** INFORMATION GIVEN **
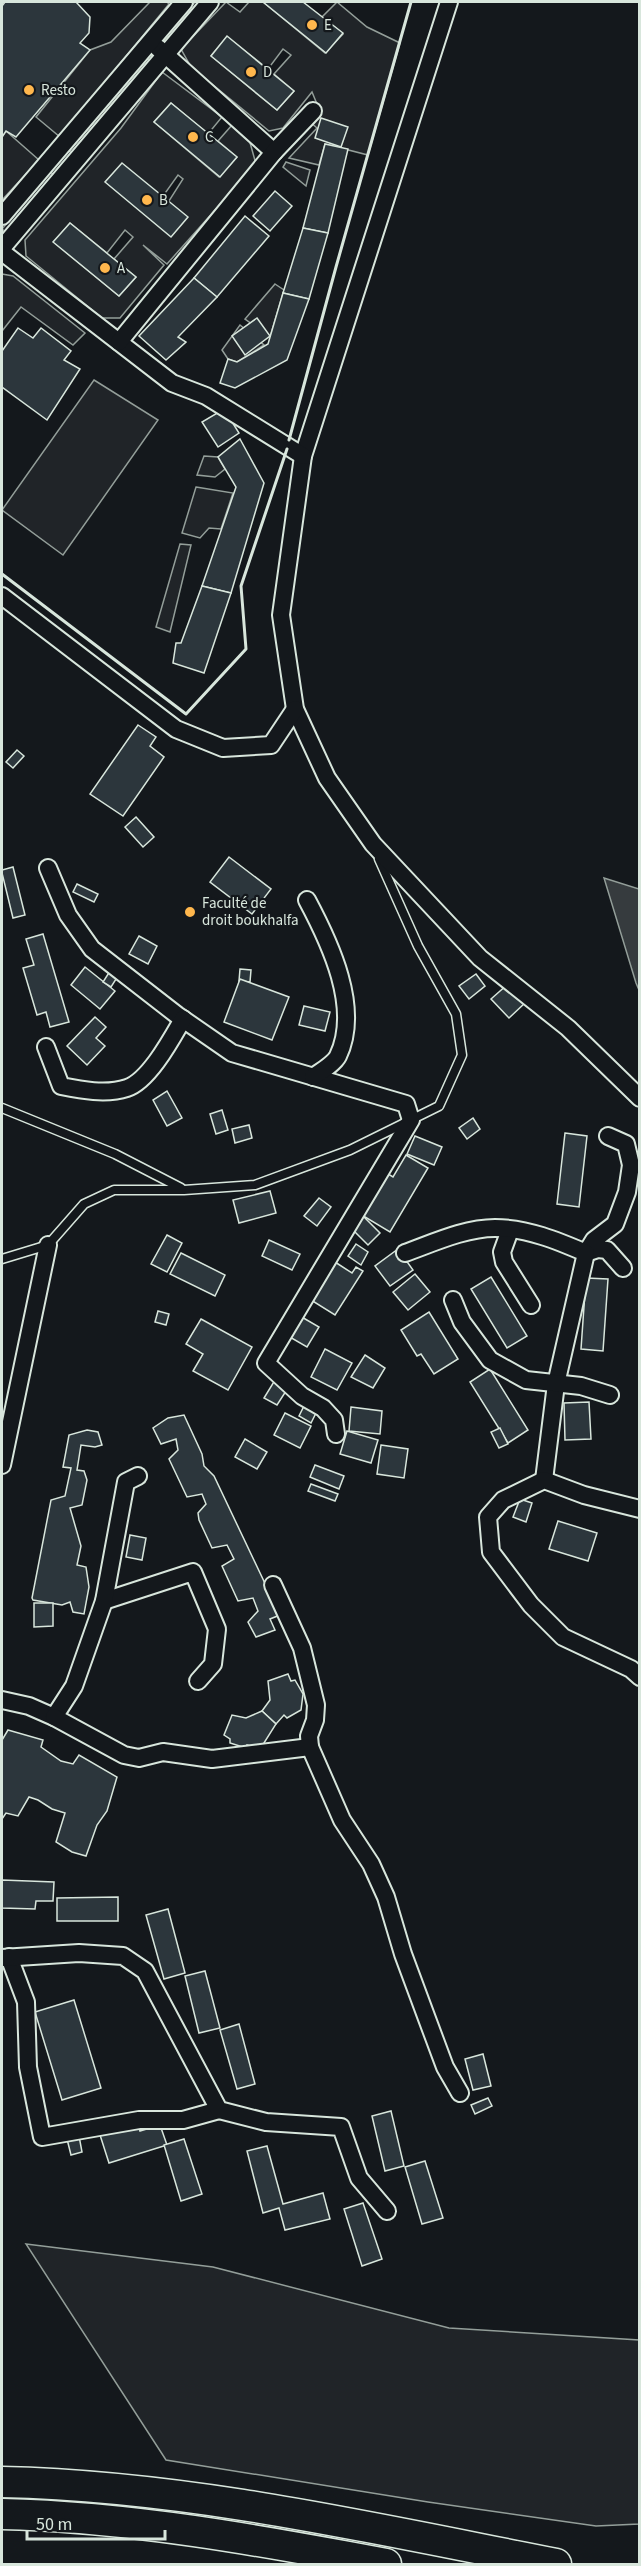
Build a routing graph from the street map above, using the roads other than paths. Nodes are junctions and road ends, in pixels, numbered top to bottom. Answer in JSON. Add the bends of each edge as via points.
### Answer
{"nodes":[{"id":1,"x":184,"y":2,"type":"edge"},
{"id":2,"x":210,"y":2,"type":"edge"},
{"id":3,"x":449,"y":2,"type":"edge"},
{"id":4,"x":150,"y":42,"type":"junction"},
{"id":5,"x":166,"y":54,"type":"junction"},
{"id":6,"x":313,"y":111,"type":"dead end"},
{"id":7,"x":274,"y":152,"type":"junction"},
{"id":8,"x":2,"y":216,"type":"edge"},
{"id":9,"x":2,"y":250,"type":"edge"},
{"id":10,"x":119,"y":342,"type":"junction"},
{"id":11,"x":303,"y":456,"type":"junction"},
{"id":12,"x":2,"y":596,"type":"edge"},
{"id":13,"x":295,"y":709,"type":"junction"},
{"id":14,"x":373,"y":844,"type":"junction"},
{"id":15,"x":48,"y":868,"type":"dead end"},
{"id":16,"x":307,"y":900,"type":"dead end"},
{"id":17,"x":183,"y":1019,"type":"junction"},
{"id":18,"x":46,"y":1047,"type":"dead end"},
{"id":19,"x":313,"y":1077,"type":"junction"},
{"id":20,"x":639,"y":1098,"type":"edge"},
{"id":21,"x":2,"y":1108,"type":"edge"},
{"id":22,"x":411,"y":1120,"type":"junction"},
{"id":23,"x":608,"y":1136,"type":"dead end"},
{"id":24,"x":184,"y":1190,"type":"junction"},
{"id":25,"x":510,"y":1230,"type":"junction"},
{"id":26,"x":48,"y":1245,"type":"junction"},
{"id":27,"x":405,"y":1252,"type":"dead end"},
{"id":28,"x":585,"y":1253,"type":"junction"},
{"id":29,"x":2,"y":1258,"type":"edge"},
{"id":30,"x":623,"y":1268,"type":"dead end"},
{"id":31,"x":453,"y":1300,"type":"dead end"},
{"id":32,"x":531,"y":1305,"type":"dead end"},
{"id":33,"x":556,"y":1384,"type":"junction"},
{"id":34,"x":610,"y":1395,"type":"dead end"},
{"id":35,"x":336,"y":1434,"type":"dead end"},
{"id":36,"x":2,"y":1465,"type":"edge"},
{"id":37,"x":138,"y":1476,"type":"dead end"},
{"id":38,"x":544,"y":1480,"type":"junction"},
{"id":39,"x":639,"y":1509,"type":"edge"},
{"id":40,"x":273,"y":1585,"type":"dead end"},
{"id":41,"x":105,"y":1601,"type":"junction"},
{"id":42,"x":639,"y":1677,"type":"edge"},
{"id":43,"x":198,"y":1681,"type":"dead end"},
{"id":44,"x":2,"y":1700,"type":"edge"},
{"id":45,"x":54,"y":1717,"type":"junction"},
{"id":46,"x":310,"y":1747,"type":"junction"},
{"id":47,"x":5,"y":1958,"type":"edge"},
{"id":48,"x":460,"y":2093,"type":"dead end"},
{"id":49,"x":219,"y":2110,"type":"junction"},
{"id":50,"x":387,"y":2211,"type":"dead end"},
{"id":51,"x":2,"y":2481,"type":"edge"},
{"id":52,"x":2,"y":2514,"type":"edge"},
{"id":53,"x":386,"y":2565,"type":"edge"},
{"id":54,"x":556,"y":2565,"type":"edge"}],
"edges":[{"from":1,"to":4,"type":"street"},
{"from":2,"to":5,"type":"street"},
{"from":3,"to":11,"type":"street"},
{"from":4,"to":5,"type":"street"},
{"from":4,"to":8,"type":"street"},
{"from":5,"to":7,"type":"street"},
{"from":5,"to":9,"type":"street"},
{"from":6,"to":7,"type":"street"},
{"from":7,"to":10,"type":"street"},
{"from":9,"to":10,"type":"street"},
{"from":10,"to":11,"type":"street","via":[[172,383],[206,396]]},
{"from":11,"to":13,"type":"street","via":[[281,615]]},
{"from":12,"to":13,"type":"street","via":[[176,729],[223,748],[271,745]]},
{"from":13,"to":14,"type":"street","via":[[327,778]]},
{"from":14,"to":20,"type":"street","via":[[480,958],[568,1028]]},
{"from":14,"to":22,"type":"lane","via":[[418,946],[456,1014],[462,1055],[439,1106]]},
{"from":15,"to":17,"type":"street","via":[[68,915],[92,949]]},
{"from":16,"to":19,"type":"street","via":[[326,936],[340,976],[347,1023],[337,1058]]},
{"from":17,"to":18,"type":"street","via":[[156,1064],[128,1088],[91,1092],[61,1086]]},
{"from":17,"to":19,"type":"street","via":[[232,1053]]},
{"from":19,"to":22,"type":"street","via":[[406,1104]]},
{"from":21,"to":24,"type":"lane","via":[[115,1154]]},
{"from":22,"to":24,"type":"lane","via":[[350,1150],[255,1185]]},
{"from":22,"to":35,"type":"street","via":[[266,1363],[302,1396],[323,1408],[334,1420]]},
{"from":23,"to":28,"type":"street","via":[[626,1144],[632,1165],[627,1192],[615,1224],[594,1240]]},
{"from":24,"to":26,"type":"lane","via":[[114,1190],[84,1204]]},
{"from":25,"to":27,"type":"street","via":[[465,1233]]},
{"from":25,"to":28,"type":"street","via":[[533,1233]]},
{"from":25,"to":32,"type":"street","via":[[502,1252],[504,1263]]},
{"from":26,"to":29,"type":"lane"},
{"from":26,"to":36,"type":"street"},
{"from":28,"to":30,"type":"street","via":[[607,1250]]},
{"from":28,"to":33,"type":"street"},
{"from":31,"to":33,"type":"street","via":[[462,1322],[490,1360],[526,1380]]},
{"from":33,"to":34,"type":"street","via":[[581,1386]]},
{"from":33,"to":38,"type":"street"},
{"from":37,"to":41,"type":"street","via":[[126,1482]]},
{"from":38,"to":39,"type":"street"},
{"from":38,"to":42,"type":"street","via":[[503,1500],[488,1517],[491,1552],[531,1605],[563,1637],[632,1669]]},
{"from":40,"to":46,"type":"street","via":[[302,1648],[316,1705]]},
{"from":41,"to":43,"type":"street","via":[[193,1572],[218,1629],[213,1664]]},
{"from":41,"to":45,"type":"street","via":[[74,1686]]},
{"from":44,"to":45,"type":"street"},
{"from":45,"to":46,"type":"street","via":[[124,1755],[139,1758],[164,1752],[212,1759]]},
{"from":46,"to":48,"type":"street","via":[[342,1820],[371,1864],[386,1897],[445,2067]]},
{"from":47,"to":49,"type":"street","via":[[79,1953],[123,1956],[145,1971]]},
{"from":47,"to":49,"type":"street","via":[[26,2002],[28,2067],[42,2137],[139,2120],[183,2120]]},
{"from":49,"to":50,"type":"street","via":[[266,2122],[341,2127],[359,2178]]},
{"from":51,"to":54,"type":"highway","via":[[216,2499]]},
{"from":52,"to":53,"type":"highway","via":[[206,2531]]}]}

** PROBLEM **
Copy out every line of the records that the string "highway" appears in.

** OUTPUT FOR THIS TASK **
{"from":51,"to":54,"type":"highway","via":[[216,2499]]},
{"from":52,"to":53,"type":"highway","via":[[206,2531]]}]}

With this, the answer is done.